Dimensions with multiple columns - hundreds of millions of rows

I have a table that is about 200 million rows. 60 fields are in that table.  I have several fields that I want to link to one dimension. I have done the whole create crosstab, and created the tables. The problem is I need to do it to several fields

Market1 Market2 Market3 Nextfield1 Nextfield2 Nextfield3 Vendor1 Vendor2 Vendor3 dropDate1 dropDate2 dropDate3
row1 Colorado Utah NewMexico BV MN EL AA BB CC 5/6/2020 9/20/2021 12/20/2021
row2 Montana Nevada Wyoming MS IE LW WN PO SN 1/15/2021 10/25/2020 2/25/2021

Each table was set up like below. I have done this with other projects and it worked fine, but those projects pulled in millions of rows. Not hundreds of millions. Its star schema is one main table, 200 million rows, approx 50 fields with four other tables around it with 200 million rows each. It takes about 10 minutes just to open it.

I want one table. Having one main table with 200 million rows bumped up in a star schema with 4 or 5 other tables with 200 million rows each is killing my resources. This takes hours upon hours to run. I am looking to find a way to keep everything on one table. 

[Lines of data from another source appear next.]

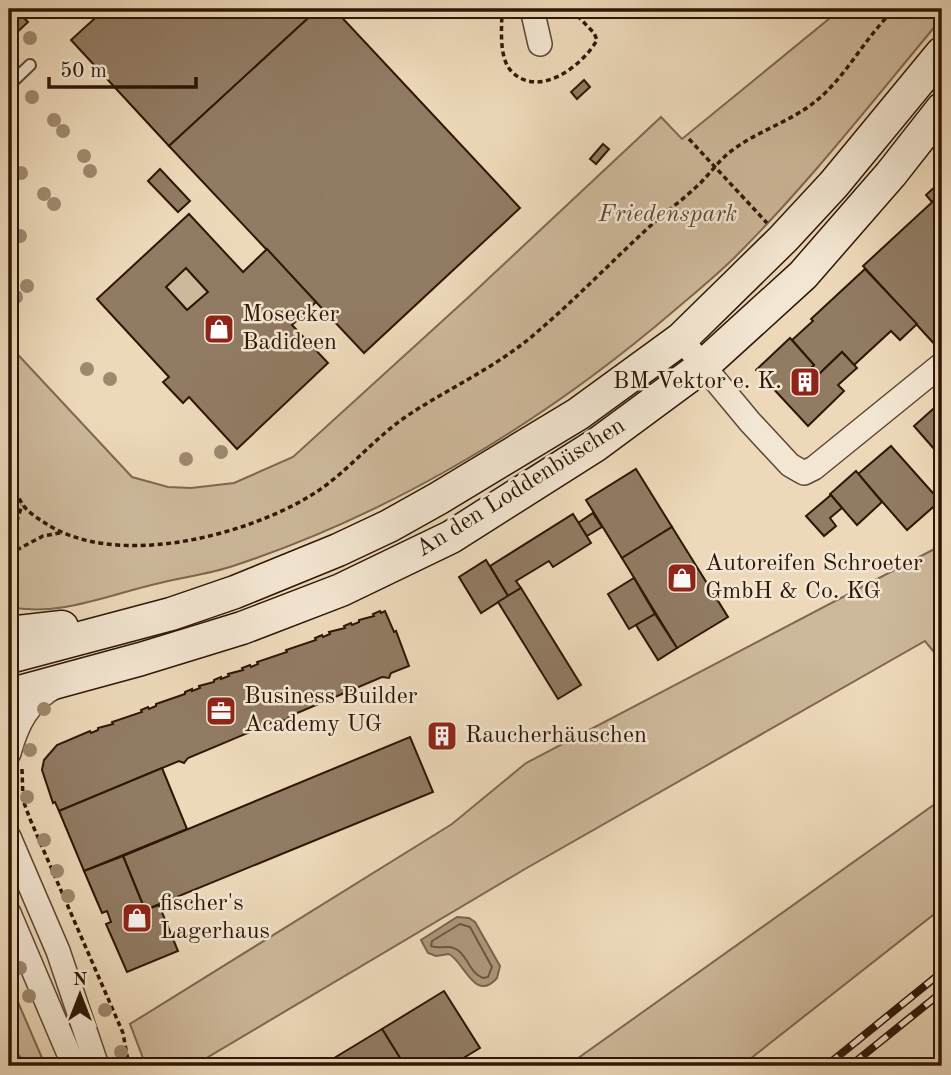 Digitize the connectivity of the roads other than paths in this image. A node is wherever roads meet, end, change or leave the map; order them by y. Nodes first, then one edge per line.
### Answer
1 (532, 9) edge
2 (540, 44) dead end
3 (942, 52) edge
4 (30, 65) dead end
5 (9, 85) edge
6 (942, 109) edge
7 (681, 339) junction
8 (941, 365) edge
9 (703, 366) junction
10 (170, 614) junction
11 (9, 632) edge
12 (9, 657) edge
13 (72, 678) junction
14 (9, 695) edge
15 (16, 756) edge
16 (9, 836) edge
17 (36, 899) junction
18 (9, 911) edge
19 (74, 1066) edge
20 (97, 1066) edge

1 - 2 street
3 - 7 main road, An den Loddenbüschen
4 - 5 lane
6 - 9 main road, An den Loddenbüschen
7 - 9 street
7 - 10 main road, An den Loddenbüschen
8 - 9 street
9 - 13 main road, An den Loddenbüschen
10 - 11 main road
10 - 12 main road, An den Loddenbüschen
13 - 14 main road, An den Loddenbüschen
13 - 15 street
16 - 17 street
17 - 18 street
17 - 20 street
18 - 19 street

I would like the dimension Market to link someway to Market1 Market2 Market3 without it being in a separate table. 

 

This query works. I have used it many times. But here, it is a problem, because I have a star schema with 4 or 5 tables, each with 200 million rows

Market:

LOAD
[Trans Id], Market1 as [MarketCarrier]
Resident FactTable
WHERE not Market1 '-' or Len(Market1) > 1;

Join(Market)
LOAD
[Trans Id], Market2 as [MarketCarrier]
Resident FactTable
WHERE not Market2 like '-' or Len(Market2) > 1;

Join(Market)
LOAD
[Trans Id], Market3 as [MarketCarrier]
Resident FactTable
WHERE not Market3 like '-' or Len(Market3 ) > 1;

I had created separate tables from what others had done. The market had its own table, Nextfield1 had its own table, Vendor had its own table like shown below. But the problem is, there are 200 million rows in the dataset. And each (one time for main, one time for Market, one time for Nextfield1, one time for  Vendor1,  and one time for dropDate1 ) it has to pull in the 200 million rows. Just to pull in the 200 million rows, it takes Qlikview 2 hours. Last night this ran all night and barely finished by morning.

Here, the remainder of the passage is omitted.